欧州委が巨大ITに対する包括規制案発表、悪質な違反には事業分割命令も

欧州委員会は12月15日、デジタル市場で支配的な立場にある巨大IT企業への規制を強化する新たな法案を発表した。プラットフォーマーと呼ばれる大手に対し、他社のサービスを排除したり、自社サイトで自社の製品やサービスを優遇するなどの行為を禁止し、公正な競争を促すのが狙い。違反企業には巨額の制裁金を科すほか、改善されない場合は事業分割を命じる可能性もある。欧州議会と加盟国の承認を得て、2022年半ばの新ルール導入を目指す。

新たな規制案は公正な競争環境の確保を目的とした「デジタル市場法」と、違法コンテンツの排除に主眼を置いた「デジタルサービス法」の2法案から成る。現行規制の「電子商取引に関する欧州連合(EU)指令」が制定された2000年から20年が経過し、デジタル市場が急拡大する中でグーグルやフェイスブックをはじめとする米大手IT企業が支配力を強めるなど、ビジネス環境は大きく変化しており、抜本的な規制の見直しが必要と判断した。
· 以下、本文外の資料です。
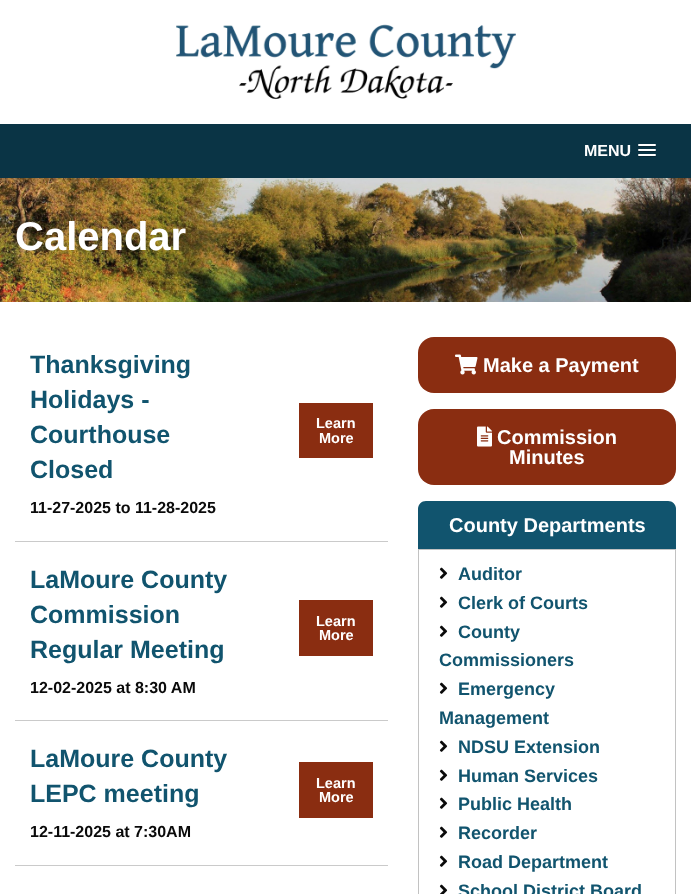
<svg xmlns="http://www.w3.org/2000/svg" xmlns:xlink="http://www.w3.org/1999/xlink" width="691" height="894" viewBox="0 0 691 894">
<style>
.cls-1{font:bold 16px Liberation Sans;fill:#ffffff}
.cls-2{font:bold 40px Liberation Sans;fill:#ffffff}
.cls-3{font:bold 25px Liberation Sans;fill:#11546e}
.cls-4{font:bold 16px Liberation Sans;fill:#0a0a0a}
.cls-5{font:bold 14.5px Liberation Sans;fill:#ffffff}
.cls-6{font:bold 20px Liberation Sans;fill:#ffffff}
.cls-7{font:bold 18px Liberation Sans;fill:#11546e}
</style>
<rect width="100%" height="100%" fill="#ffffff"/>
<image xlink:href="image0.png" x="176" y="24" width="340" height="76"/>
<rect fill="#0a3445" x="0" y="124" width="691" height="54"/>
<path fill="#082734" d="M638 145.5C637 147.5 641.5 147 641.5 147H652.5C652.5 147 657 147.5 656 145.5C655 146.5 648.5 146 647 146C645.5 146 639 146.5 638 145.5Z"/>
<rect fill="#ffffff" x="638" y="144" width="18" height="2" rx="1"/>
<path fill="#082734" d="M638 150.5C637 152.5 641.5 152 641.5 152H652.5C652.5 152 657 152.5 656 150.5C655 151.5 648.5 151 647 151C645.5 151 639 151.5 638 150.5Z"/>
<rect fill="#ffffff" x="638" y="149" width="18" height="2" rx="1"/>
<path fill="#082734" d="M638 155.5C637 157.5 641.5 157 641.5 157H652.5C652.5 157 657 157.5 656 155.5C655 156.5 648.5 156 647 156C645.5 156 639 156.5 638 155.5Z"/>
<rect fill="#ffffff" x="638" y="154" width="18" height="2" rx="1"/>
<image xlink:href="image1.png" x="0" y="178" width="691" height="124"/>
<rect fill="#8a2d11" x="299" y="403" width="74" height="55"/>
<rect fill="#cacaca" x="15" y="541" width="373" height="1"/>
<rect fill="#8a2d11" x="299" y="600" width="74" height="56"/>
<rect fill="#cacaca" x="15" y="720" width="373" height="1"/>
<rect fill="#8a2d11" x="299" y="762" width="74" height="56"/>
<rect fill="#cacaca" x="15" y="865" width="373" height="1"/>
<rect fill="#8a2d11" x="418" y="337" width="258" height="56" rx="16"/>
<image xlink:href="image2.png" x="455" y="354" width="23" height="21"/>
<rect fill="#8a2d11" x="418" y="409" width="258" height="76" rx="16"/>
<image xlink:href="image3.png" x="477" y="426" width="15" height="21"/>
<path fill="#11546e" d="M426 501H668C672.5 501 676 504.5 676 509V549H418V509C418 504.5 421.5 501 426 501Z"/>
<rect fill="none" stroke="#c2c2c2" x="418.5" y="549.5" width="257" height="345"/>
<image xlink:href="image4.png" x="439" y="567" width="9" height="12"/>
<image xlink:href="image4.png" x="439" y="596" width="9" height="12"/>
<image xlink:href="image4.png" x="439" y="625" width="9" height="12"/>
<image xlink:href="image4.png" x="439" y="682" width="9" height="12"/>
<image xlink:href="image4.png" x="439" y="740" width="9" height="12"/>
<image xlink:href="image4.png" x="439" y="769" width="9" height="12"/>
<image xlink:href="image4.png" x="439" y="797" width="9" height="12"/>
<image xlink:href="image4.png" x="439" y="826" width="9" height="12"/>
<image xlink:href="image4.png" x="439" y="855" width="9" height="12"/>
<image xlink:href="image5.png" x="439" y="884" width="9" height="10"/>
<text class="cls-1" x="584" y="156">MENU</text>
<text class="cls-2" x="15" y="250">Calendar</text>
<text class="cls-3"><tspan x="30" y="373">Thanksgiving</tspan><tspan x="30" y="408">Holidays -</tspan><tspan x="30" y="443">Courthouse</tspan><tspan x="30" y="478">Closed</tspan></text>
<text class="cls-4" x="30" y="513">11-27-2025 to 11-28-2025</text>
<text class="cls-5" x="316" y="428">Learn</text>
<text class="cls-5" x="319" y="443">More</text>
<text class="cls-3"><tspan x="30" y="588">LaMoure County</tspan><tspan x="30" y="623">Commission</tspan><tspan x="30" y="658">Regular Meeting</tspan></text>
<text class="cls-4" x="30" y="693">12-02-2025 at 8:30 AM</text>
<text class="cls-5" x="316" y="626">Learn</text>
<text class="cls-5" x="319" y="640">More</text>
<text class="cls-3"><tspan x="30" y="767">LaMoure County</tspan><tspan x="30" y="802">LEPC meeting</tspan></text>
<text class="cls-4" x="30" y="837">12-11-2025 at 7:30AM</text>
<text class="cls-5" x="316" y="788">Learn</text>
<text class="cls-5" x="319" y="802">More</text>
<text class="cls-6" x="483" y="372">Make a Payment</text>
<text class="cls-6" x="497" y="444">Commission</text>
<text class="cls-6" x="509" y="464">Minutes</text>
<text class="cls-6" x="449" y="532">County Departments</text>
<text class="cls-7"><tspan x="458" y="580">Auditor</tspan><tspan x="458" y="609">Clerk of Courts</tspan><tspan x="458" y="638">County</tspan></text>
<text class="cls-7" x="439" y="666">Commissioners</text>
<text class="cls-7" x="458" y="695">Emergency</text>
<text class="cls-7" x="439" y="724">Management</text>
<text class="cls-7"><tspan x="458" y="753">NDSU Extension</tspan><tspan x="458" y="782">Human Services</tspan><tspan x="458" y="810">Public Health</tspan><tspan x="458" y="839">Recorder</tspan><tspan x="458" y="868">Road Department</tspan><tspan x="458" y="897">School District Board</tspan></text>
</svg>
規制の対象となるのは、EU域内のサービス利用者が人口の10%に当たる4,500万人を超えるなど、一定の条件を満たす大手IT企業。「GAFA」と呼ばれる米4社を含めた10社程度が対象になるとみられている。

デジタル市場法案はプラットフォーマーとそれ以外の企業が公平な条件で競争できるようにすることを最大の目的としており、プラットフォーマーが自社の製品やサービスを検索結果で上位に表示したり、自社サイトを利用する競合他社のデータを自社サービスが有利になるように悪用するなど、反競争的な行為を禁止する。違反した場合は世界の売上高の最大10%に相当する制裁金を科す。さらに違反行為を繰り返すなど、悪質な違反企業には事業の分離や売却を命じる可能性もある。

一方、デジタルサービス法はソーシャルメディアや通販サイトなどを運営する企業に対し、ヘイトスピーチや児童ポルノ、テロを誘発する動画などの違法コンテンツや偽情報、海賊版など違法商品の排除を義務付ける内容。ユーザーの好みや関心事に合わせて表示されるターゲティング広告などに活用されるアルゴリズムについても開示を求める。違反した場合は世界の売上高の最大6%の制裁金を科す。

英がSNS規制強化案、有害コンテンツ放置に巨額罰金

英政府は15日、インターネット交流サイト(SNS)などに対する規制強化案を発表した。児童ポルノやテロを誘発する投稿の迅速な排除を義務づけ、違反した場合は巨額の罰金を科す。子どもの保護を最大の目的として、ユーザーの安全を確保するための措置で、有害なコンテンツに対する事業者の責任を明確にする。政府は2021年に「オンライン安全法案」として議会に提出する。

規制はSNSのほか、検索エンジンやアプリ、ビデオゲーム、アダルトサイト、デートアプリなどに適用される。対象となる運営企業はヘイトスピーチやポルノのほか、いじめや自殺などを助長する投稿を排除する義務を負う。違反した場合、最大1,800万ポンド(約25億円)か、世界売上高の10%のいずれか高い方を罰金として科すことができる。